Intervista a John Pietaro dei Red Microphone settembre 2013 di Marco Buttafuoco
Nel 1969, Charlie
Haden pubblicò, con la Liberation Music Orchestra un disco che
sarebbe entrato nella leggenda del free jazz. Era basato su materiale strettamente
"politico" (canti della guerra civile spagnola, musiche del compositore comunista
tedesco Hans Eisler, canzoni dedicate a Che Guevara). Erano tempi tumultuosi, quelli.
Tempi di vera o sognata rivoluzione culturale.
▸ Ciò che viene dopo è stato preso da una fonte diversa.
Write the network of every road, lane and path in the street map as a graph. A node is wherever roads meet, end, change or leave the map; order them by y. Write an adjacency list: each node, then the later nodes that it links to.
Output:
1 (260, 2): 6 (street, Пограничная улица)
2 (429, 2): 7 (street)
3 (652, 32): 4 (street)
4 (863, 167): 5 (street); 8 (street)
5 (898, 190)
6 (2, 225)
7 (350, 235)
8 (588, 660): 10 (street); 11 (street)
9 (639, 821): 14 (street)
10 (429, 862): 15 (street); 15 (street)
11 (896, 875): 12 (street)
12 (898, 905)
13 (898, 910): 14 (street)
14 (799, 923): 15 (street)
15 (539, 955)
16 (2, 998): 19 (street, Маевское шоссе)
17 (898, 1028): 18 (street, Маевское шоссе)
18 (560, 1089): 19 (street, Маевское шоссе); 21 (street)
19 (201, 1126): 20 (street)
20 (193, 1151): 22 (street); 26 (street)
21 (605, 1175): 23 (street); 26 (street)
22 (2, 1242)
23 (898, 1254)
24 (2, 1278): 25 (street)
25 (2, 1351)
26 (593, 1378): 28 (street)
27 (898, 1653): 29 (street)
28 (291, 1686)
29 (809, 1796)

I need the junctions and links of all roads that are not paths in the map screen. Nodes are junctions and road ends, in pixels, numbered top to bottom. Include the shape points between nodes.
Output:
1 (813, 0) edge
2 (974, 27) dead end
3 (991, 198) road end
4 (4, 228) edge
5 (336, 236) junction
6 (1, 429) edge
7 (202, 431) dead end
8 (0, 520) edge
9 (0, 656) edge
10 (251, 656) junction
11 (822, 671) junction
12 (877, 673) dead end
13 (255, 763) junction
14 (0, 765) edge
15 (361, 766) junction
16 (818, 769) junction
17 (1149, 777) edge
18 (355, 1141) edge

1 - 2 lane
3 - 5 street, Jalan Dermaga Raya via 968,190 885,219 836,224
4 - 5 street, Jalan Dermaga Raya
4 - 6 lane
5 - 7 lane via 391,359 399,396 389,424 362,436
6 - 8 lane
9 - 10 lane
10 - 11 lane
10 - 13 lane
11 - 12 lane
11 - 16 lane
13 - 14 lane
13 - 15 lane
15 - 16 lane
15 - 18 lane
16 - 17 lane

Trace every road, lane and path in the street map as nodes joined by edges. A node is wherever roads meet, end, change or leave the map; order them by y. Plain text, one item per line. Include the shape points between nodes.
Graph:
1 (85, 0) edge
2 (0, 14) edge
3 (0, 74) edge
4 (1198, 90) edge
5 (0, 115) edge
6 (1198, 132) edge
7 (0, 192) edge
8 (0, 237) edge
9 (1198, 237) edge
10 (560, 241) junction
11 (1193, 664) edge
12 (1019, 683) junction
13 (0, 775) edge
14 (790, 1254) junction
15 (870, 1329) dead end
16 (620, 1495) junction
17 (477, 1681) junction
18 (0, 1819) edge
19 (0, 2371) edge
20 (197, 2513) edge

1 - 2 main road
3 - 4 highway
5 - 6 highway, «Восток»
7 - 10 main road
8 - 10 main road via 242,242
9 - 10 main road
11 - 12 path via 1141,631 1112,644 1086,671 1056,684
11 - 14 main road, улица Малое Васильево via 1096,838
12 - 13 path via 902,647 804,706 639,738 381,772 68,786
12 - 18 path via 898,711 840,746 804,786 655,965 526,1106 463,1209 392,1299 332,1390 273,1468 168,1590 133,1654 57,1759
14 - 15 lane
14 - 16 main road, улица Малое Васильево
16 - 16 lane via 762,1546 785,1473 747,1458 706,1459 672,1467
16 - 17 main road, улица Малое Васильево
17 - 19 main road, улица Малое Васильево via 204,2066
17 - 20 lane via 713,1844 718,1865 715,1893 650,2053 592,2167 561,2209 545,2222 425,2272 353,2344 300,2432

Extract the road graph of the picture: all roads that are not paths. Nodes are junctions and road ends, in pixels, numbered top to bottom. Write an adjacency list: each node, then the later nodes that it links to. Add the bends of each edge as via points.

Haden fu probabilmente il primo ed
il solo musicista jazz, ad utilizzare così direttamente l'innografia rivoluzionaria.
Certo altri jazzman (Archie
Shepp, Charlie Mingus, Max Roach) dettero voce alla loro
indignazione e al loro " impegno", ma Liberation Music rimase un unicum.
Haden riprese l'idea in altri dischi: con risultati artistici decisamente inferiori.
Il disco di cui ci accingiamo a parlare è quindi particolarmente interessante, sia
perché si rifà, con scelta no certo usuale ai nostri tempi, all'esempio del contrabbassista
dell'Iowa, ma anche per altri elementi: l'uso della voce recitante in primis.
"The Red Microphone Speaks", contiene oltre a due versioni
de L'internazionale, quel Song of United front (Scritto da Hans Eisler)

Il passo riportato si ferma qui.